[Opening Data to process section]

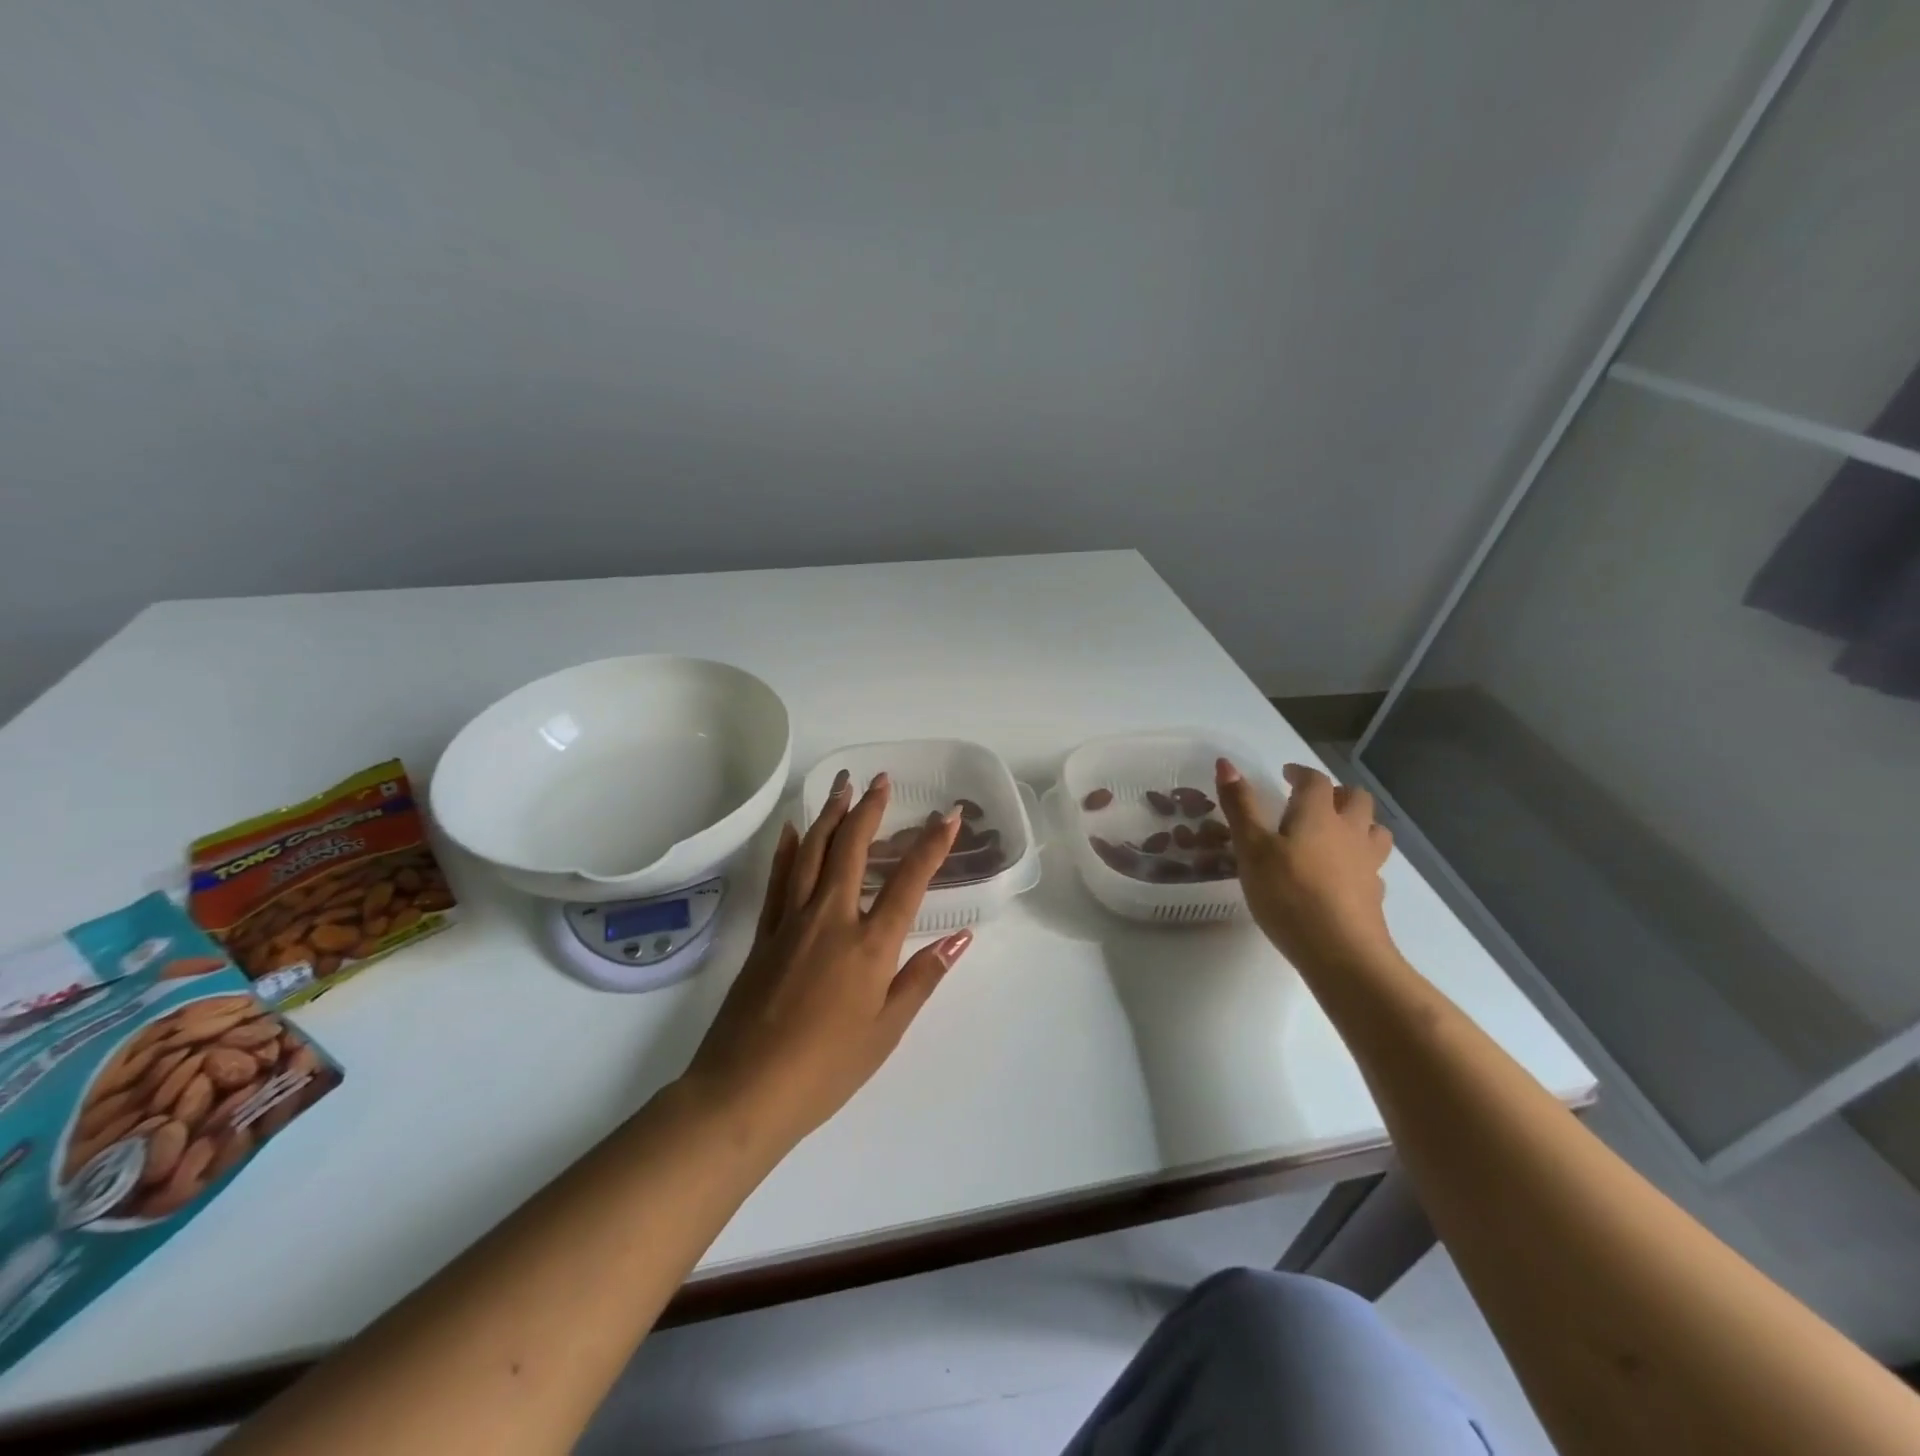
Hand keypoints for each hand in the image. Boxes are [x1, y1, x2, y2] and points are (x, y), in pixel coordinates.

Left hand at [681, 770, 973, 1155]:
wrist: (745, 1091)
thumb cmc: (827, 1068)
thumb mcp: (886, 1030)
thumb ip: (922, 977)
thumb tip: (960, 938)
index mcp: (869, 946)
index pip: (909, 881)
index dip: (932, 844)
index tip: (949, 814)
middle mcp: (831, 920)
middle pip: (852, 850)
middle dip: (869, 810)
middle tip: (881, 780)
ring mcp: (792, 922)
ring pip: (812, 853)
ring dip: (830, 816)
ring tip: (842, 787)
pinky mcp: (765, 934)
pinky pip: (778, 879)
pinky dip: (786, 849)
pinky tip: (790, 829)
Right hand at [1216, 759, 1396, 971]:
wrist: (1340, 952)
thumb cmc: (1288, 893)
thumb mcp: (1251, 848)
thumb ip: (1240, 806)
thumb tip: (1225, 762)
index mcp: (1319, 814)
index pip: (1316, 781)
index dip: (1301, 773)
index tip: (1286, 774)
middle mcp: (1350, 831)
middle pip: (1356, 799)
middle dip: (1336, 793)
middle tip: (1312, 802)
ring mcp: (1368, 863)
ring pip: (1373, 830)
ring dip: (1357, 823)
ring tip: (1335, 833)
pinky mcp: (1374, 894)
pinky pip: (1372, 865)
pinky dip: (1360, 860)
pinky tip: (1343, 875)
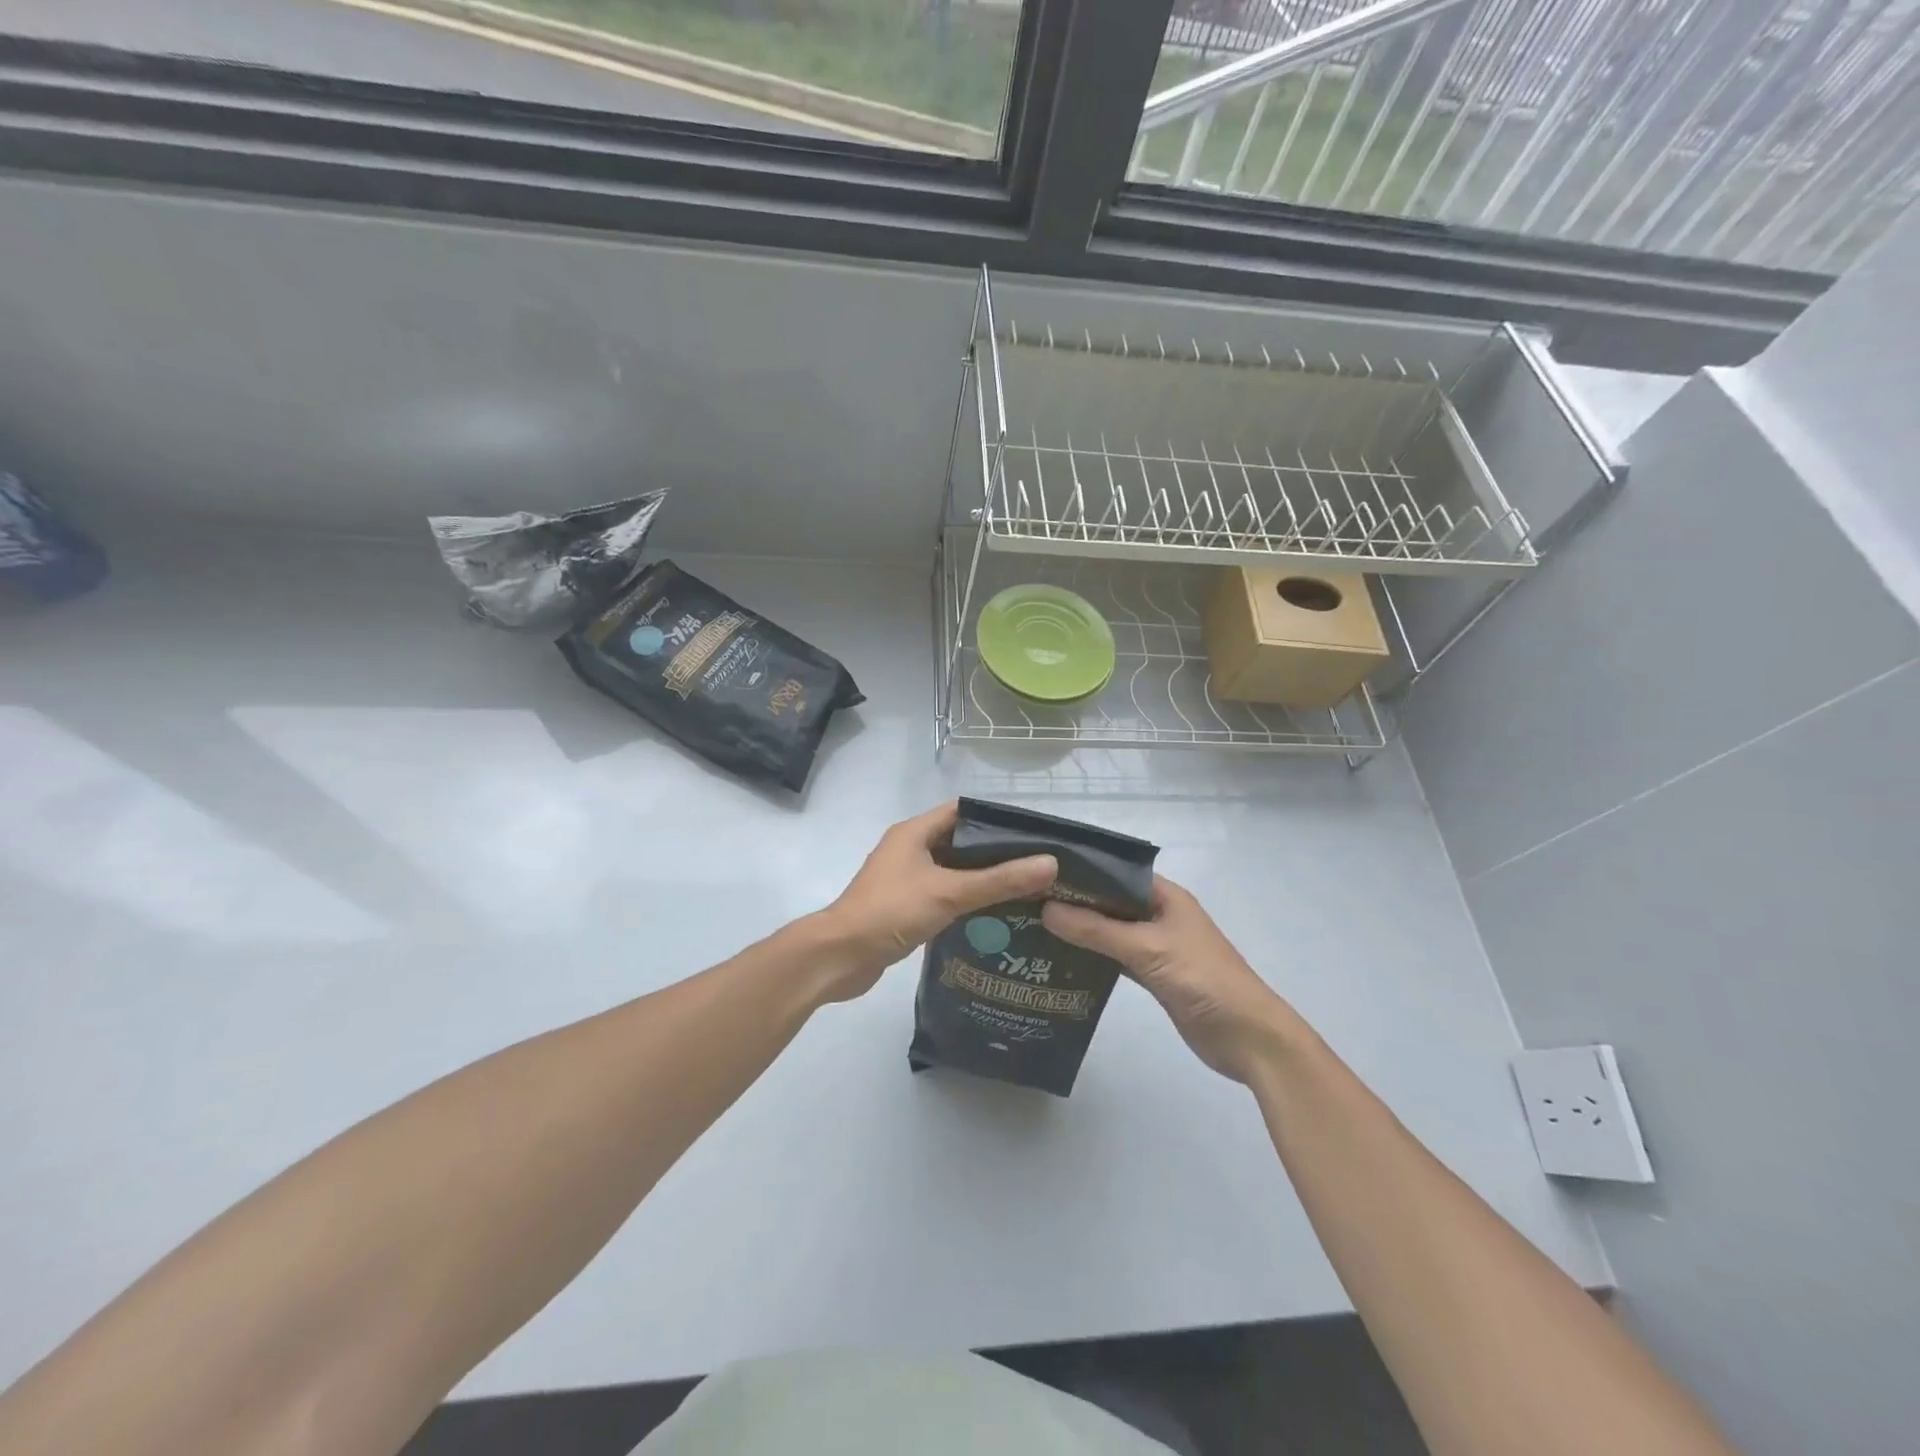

[Closing Data to process section]

◆ Task goal: Repeat the lines above, starting at the first and stopping after the line that holds "pinky tip: (790, 829)", with the pictures left out.

◆ Answer to the problem:
Hand keypoints for each hand in the image. Boxes are [x1, y1, x2, y2] and points are (x, y), in pixel coordinates.

Left hand at [681, 770, 973, 1155]:
wrist: (745, 1091)
thumb cmc: (827, 1068)
thumb mcp: (886, 1030)
thumb ip: (922, 977)
thumb tip: (960, 938)
index mcp: (869, 946)
index pip: (909, 881)
index dip: (932, 844)
index tip: (949, 814)
middle mcp: (831, 920)
middle pip: (852, 850)
middle dip: (869, 810)
middle tip: (881, 780)
ring mcp: (792, 922)
ring pip: (812, 853)
ring dip: (830, 816)
ring tip: (842, 787)
pinky mcp: (765, 934)
pinky pip: (778, 879)
pinky dip: (786, 849)
pinky tip: (790, 829)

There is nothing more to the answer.